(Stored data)
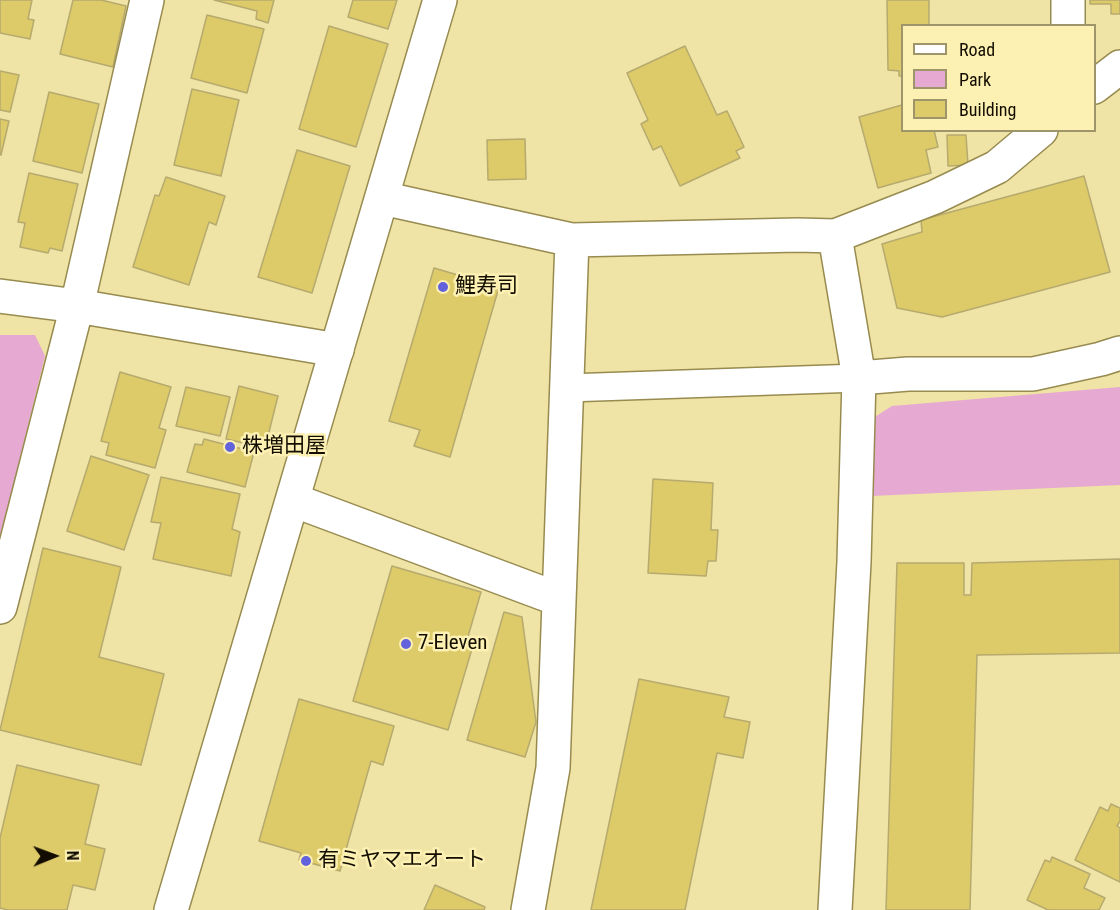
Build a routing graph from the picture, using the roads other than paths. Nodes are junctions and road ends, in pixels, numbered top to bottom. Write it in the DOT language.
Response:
graph roads {
  1 [pos="147,0"];
  2 [pos="440,0"];
  3 [pos="1068,0"];
  4 [pos="1068,24"];
  5 [pos="1120,67"];
  6 [pos="1096,86"];
  7 [pos="1039,132"];
  8 [pos="382,198"];
  9 [pos="835,236"];
  10 [pos="572,240"];
  11 [pos="0,296"];
  12 [pos="77,306"];
  13 [pos="337,350"];
  14 [pos="1120,353"];
  15 [pos="859,378"];
  16 [pos="567,388"];
  17 [pos="293,500"];
  18 [pos="558,599"];
  19 [pos="0,607"];
  20 [pos="171,910"];
  21 [pos="528,910"];
  22 [pos="835,910"];
  1 -- 12 [label="street"];
  2 -- 8 [label="street"];
  3 -- 4 [label="street"];
  5 -- 6 [label="street"];
  7 -- 9 [label="street"];
  8 -- 10 [label="street"];
  8 -- 13 [label="street"];
  9 -- 10 [label="street"];
  9 -- 15 [label="street"];
  10 -- 16 [label="street"];
  11 -- 12 [label="street"];
  12 -- 13 [label="street"];
  12 -- 19 [label="street"];
  13 -- 17 [label="street"];
  14 -- 15 [label="street"];
  15 -- 16 [label="lane"];
  15 -- 22 [label="street"];
  16 -- 18 [label="street"];
  17 -- 18 [label="street"];
  17 -- 20 [label="street"];
  18 -- 21 [label="street"];
}
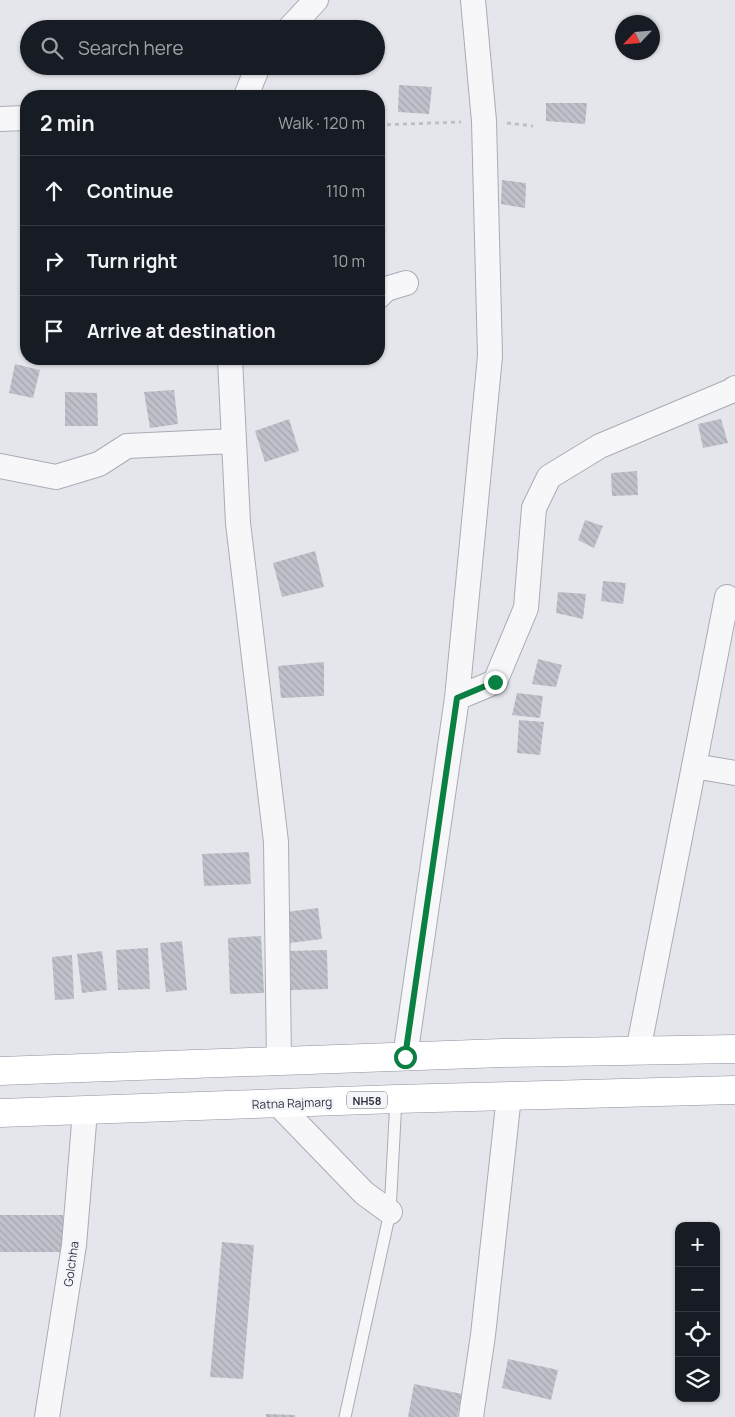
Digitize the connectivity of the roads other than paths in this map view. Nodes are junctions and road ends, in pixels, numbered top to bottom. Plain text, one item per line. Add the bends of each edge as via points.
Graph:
1 (316, 0) edge
2 (472, 0) edge
3 (297, 20) edge
4 (254, 75) edge
5 (248, 90) edge
6 (20, 118) edge
7 (0, 119) edge
8 (406, 283) dead end
9 (385, 290) edge
10 (231, 365) edge
11 (735, 388) edge
12 (234, 441) junction
13 (0, 466) edge
14 (727, 596) dead end
15 (457, 698) junction
16 (694, 766) junction
17 (735, 773) edge
18 (735, 1048) edge
19 (638, 1051) junction
20 (405, 1057) junction
21 (279, 1062) junction
22 (0, 1071) edge
23 (735, 1090) edge
24 (509, 1096) junction
25 (396, 1099) junction
26 (277, 1103) junction
27 (85, 1111) junction
28 (0, 1113) edge
29 (390, 1212) junction
30 (47, 1417) edge
31 (345, 1417) edge
32 (471, 1417) edge

1 - 3 street
2 - 15 street via 484,121 490,356
4 - 5 street
6 - 7 street
8 - 9 street
10 - 12 street
11 - 15 street via 600,446 549,477 534,508 526,608 495,682
12 - 13 street via 127,446 99,464 56,477
12 - 21 street via 238,523 276,842
14 - 16 street
15 - 20 street
16 - 17 street
16 - 19 street
18 - 19 highway
19 - 20 highway
20 - 21 highway
21 - 22 highway
23 - 24 highway, Ratna Rajmarg / NH58
24 - 25 highway, Ratna Rajmarg / NH58
24 - 32 street
25 - 26 highway, Ratna Rajmarg / NH58
25 - 29 lane
26 - 27 highway, Ratna Rajmarg / NH58
26 - 29 street via 364,1193
27 - 28 highway, Ratna Rajmarg / NH58
27 - 30 street, Golchha via 74,1245
29 - 31 lane

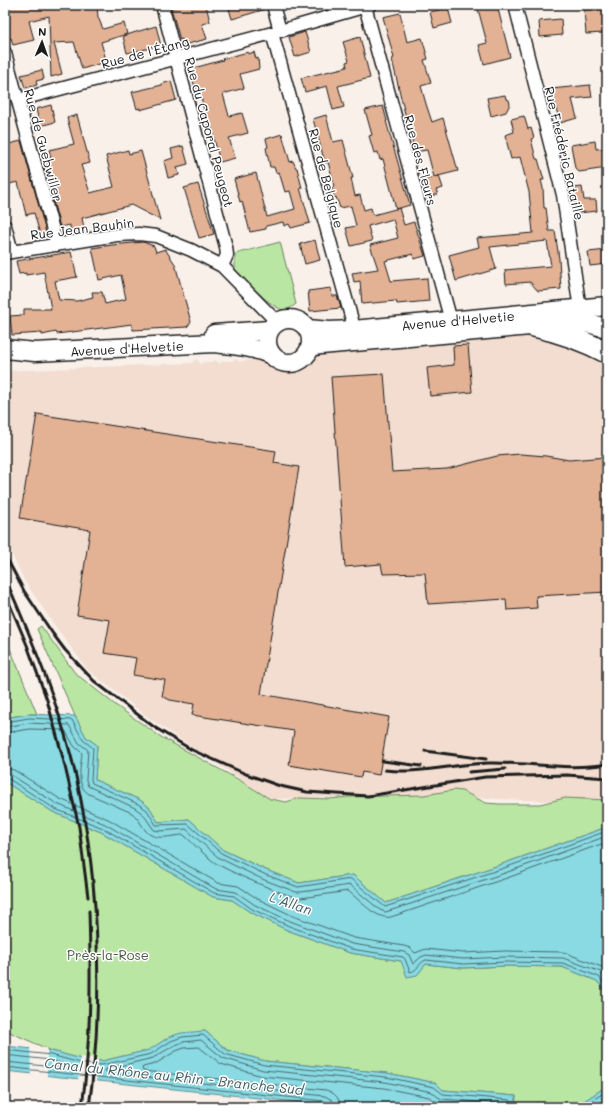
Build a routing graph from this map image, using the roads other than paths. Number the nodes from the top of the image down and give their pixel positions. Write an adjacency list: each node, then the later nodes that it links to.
1 (162, 5): 7 (street, Rue du Caporal Peugeot)
2 (273, 5): 5 (street)
3 (515, 5): 14 (street, Rue Frédéric Bataille)
4 (368, 6): 5 (street, Rue de l'Étang); 15 (street, Rue des Fleurs)
5 (276, 32): 7 (street, Rue de l'Étang); 20 (street, Rue de Belgique)
6 (5, 53): 8 (street, Rue de Guebwiller)
7 (177, 58): 8 (street, Rue de l'Étang); 12 (street, Rue du Caporal Peugeot)
8 (18, 100): 10 (street, Rue de Guebwiller)
9 (5, 226): 11 (street)
10 (57, 245): 11 (street, Rue Jean Bauhin); 12 (street, Rue Jean Bauhin)
11 (8, 252)
12 (222, 266): 16 (street, Rue Jean Bauhin)
13 (607, 306): 14 (main road, Avenue d'Helvetie)
14 (580, 309): 15 (main road, Avenue d'Helvetie)
15 (451, 321): 20 (main road, Avenue d'Helvetie)
16 (273, 326): 19 (main road); 21 (main road, Avenue d'Helvetie); 25 (main road)
17 (532, 326): 18 (main road, Avenue d'Helvetie); 22 (main road, Avenue d'Helvetie); 24 (main road)
18 (607, 328)
19 (308, 329): 20 (main road, Avenue d'Helvetie); 22 (main road)
20 (354, 330)
21 (5, 340)
22 (310, 347): 25 (main road)
23 (5, 349): 25 (main road, Avenue d'Helvetie)
24 (607, 353)
25 (272, 355)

> TASK
Your job is to transcribe the records exactly and in full. Pictures are not part of the copy.

> EXERCISE SOLUTION
Build a routing graph from the picture, using the roads other than paths. Nodes are junctions and road ends, in pixels, numbered top to bottom. Write it in the DOT language.
Response:
graph roads {
  1 [pos="147,0"];
  2 [pos="440,0"];
  3 [pos="1068,0"];
  4 [pos="1068,24"];
  5 [pos="1120,67"];
  6 [pos="1096,86"];
  7 [pos="1039,132"];
  8 [pos="382,198"];
  9 [pos="835,236"];
  10 [pos="572,240"];
  11 [pos="0,296"];
  12 [pos="77,306"];
  13 [pos="337,350"];
  14 [pos="1120,353"];
  15 [pos="859,378"];
  16 [pos="567,388"];
  17 [pos="293,500"];
  18 [pos="558,599"];
  19 [pos="0,607"];
  20 [pos="171,910"];
  21 [pos="528,910"];
  22 [pos="835,910"];
  1 -- 12 [label="street"];
  2 -- 8 [label="street"];
  3 -- 4 [label="street"];
  5 -- 6 [label="street"];
  7 -- 9 [label="street"];
  8 -- 10 [label="street"];
  8 -- 13 [label="street"];
  9 -- 10 [label="street"];
  9 -- 15 [label="street"];
  10 -- 16 [label="street"];
  11 -- 12 [label="street"];
  12 -- 13 [label="street"];
  12 -- 19 [label="street"];
  13 -- 17 [label="street"];
  14 -- 15 [label="street"];
  15 -- 16 [label="lane"];
  15 -- 22 [label="street"];
  16 -- 18 [label="street"];
  17 -- 18 [label="street"];
  17 -- 20 [label="street"];
  18 -- 21 [label="street"];
}
Digitize the connectivity of the roads other than paths in this map view. Nodes are junctions and road ends, in pixels, numbered top to bottom. Plain text, one item per line. Add the bends of each edge as via points.
Graph:
1 (316, 0) edge
2 (472, 0) edge
3 (297, 20) edge
4 (254, 75) edge
5 (248, 90) edge
6 (20, 118) edge
7 (0, 119) edge
8 (406, 283) dead end
9 (385, 290) edge
10 (231, 365) edge
11 (735, 388) edge
12 (234, 441) junction
13 (0, 466) edge
14 (727, 596) dead end
15 (457, 698) junction
16 (694, 766) junction
17 (735, 773) edge
18 (735, 1048) edge
19 (638, 1051) junction
20 (405, 1057) junction
21 (279, 1062) junction
22 (0, 1071) edge
23 (735, 1090) edge
24 (509, 1096) junction
25 (396, 1099) junction
26 (277, 1103) junction
27 (85, 1111) junction
28 (0, 1113) edge
29 (390, 1212) junction
30 (47, 1417) edge
31 (345, 1417) edge
32 (471, 1417) edge

1 - 3 street
2 - 15 street via 484,121 490,356
4 - 5 street
6 - 7 street
8 - 9 street
10 - 12 street
11 - 15 street via 600,446 549,477 534,508 526,608 495,682
12 - 13 street via 127,446 99,464 56,477
12 - 21 street via 238,523 276,842
14 - 16 street
15 - 20 street
16 - 17 street
16 - 19 street
18 - 19 highway
19 - 20 highway
20 - 21 highway
21 - 22 highway
23 - 24 highway, Ratna Rajmarg / NH58
24 - 25 highway, Ratna Rajmarg / NH58
24 - 32 street
25 - 26 highway, Ratna Rajmarg / NH58
25 - 29 lane
26 - 27 highway, Ratna Rajmarg / NH58
26 - 29 street via 364,1193
27 - 28 highway, Ratna Rajmarg / NH58
27 - 30 street, Golchha via 74,1245
29 - 31 lane

Build a routing graph from this map image, using the roads other than paths. Number the nodes from the top of the image down and give their pixel positions. Write an adjacency list: each node, then the later nodes that it links to.
1 (162, 5): 7 (street, Rue du Caporal Peugeot)
2 (273, 5): 5 (street)
3 (515, 5): 14 (street, Rue Frédéric Bataille)
4 (368, 6): 5 (street, Rue de l'Étang); 15 (street, Rue des Fleurs)
5 (276, 32): 7 (street, Rue de l'Étang); 20 (street, Rue de Belgique)
6 (5, 53): 8 (street, Rue de Guebwiller)
7 (177, 58): 8 (street, Rue de l'Étang); 12 (street, Rue du Caporal Peugeot)
8 (18, 100): 10 (street, Rue de Guebwiller)
9 (5, 226): 11 (street)
10 (57, 245): 11 (street, Rue Jean Bauhin); 12 (street, Rue Jean Bauhin)
11 (8, 252)
12 (222, 266): 16 (street, Rue Jean Bauhin)
13 (607, 306): 14 (main road, Avenue d'Helvetie)
14 (580, 309): 15 (main road, Avenue d'Helvetie)
15 (451, 321): 20 (main road, Avenue d'Helvetie)
16 (273, 326): 19 (main road); 21 (main road, Avenue d'Helvetie); 25 (main road)
17 (532, 326): 18 (main road, Avenue d'Helvetie); 22 (main road, Avenue d'Helvetie); 24 (main road)
18 (607, 328)
19 (308, 329): 20 (main road, Avenue d'Helvetie); 22 (main road)
20 (354, 330)
21 (5, 340)
22 (310, 347): 25 (main road)
23 (5, 349): 25 (main road, Avenue d'Helvetie)
24 (607, 353)
25 (272, 355)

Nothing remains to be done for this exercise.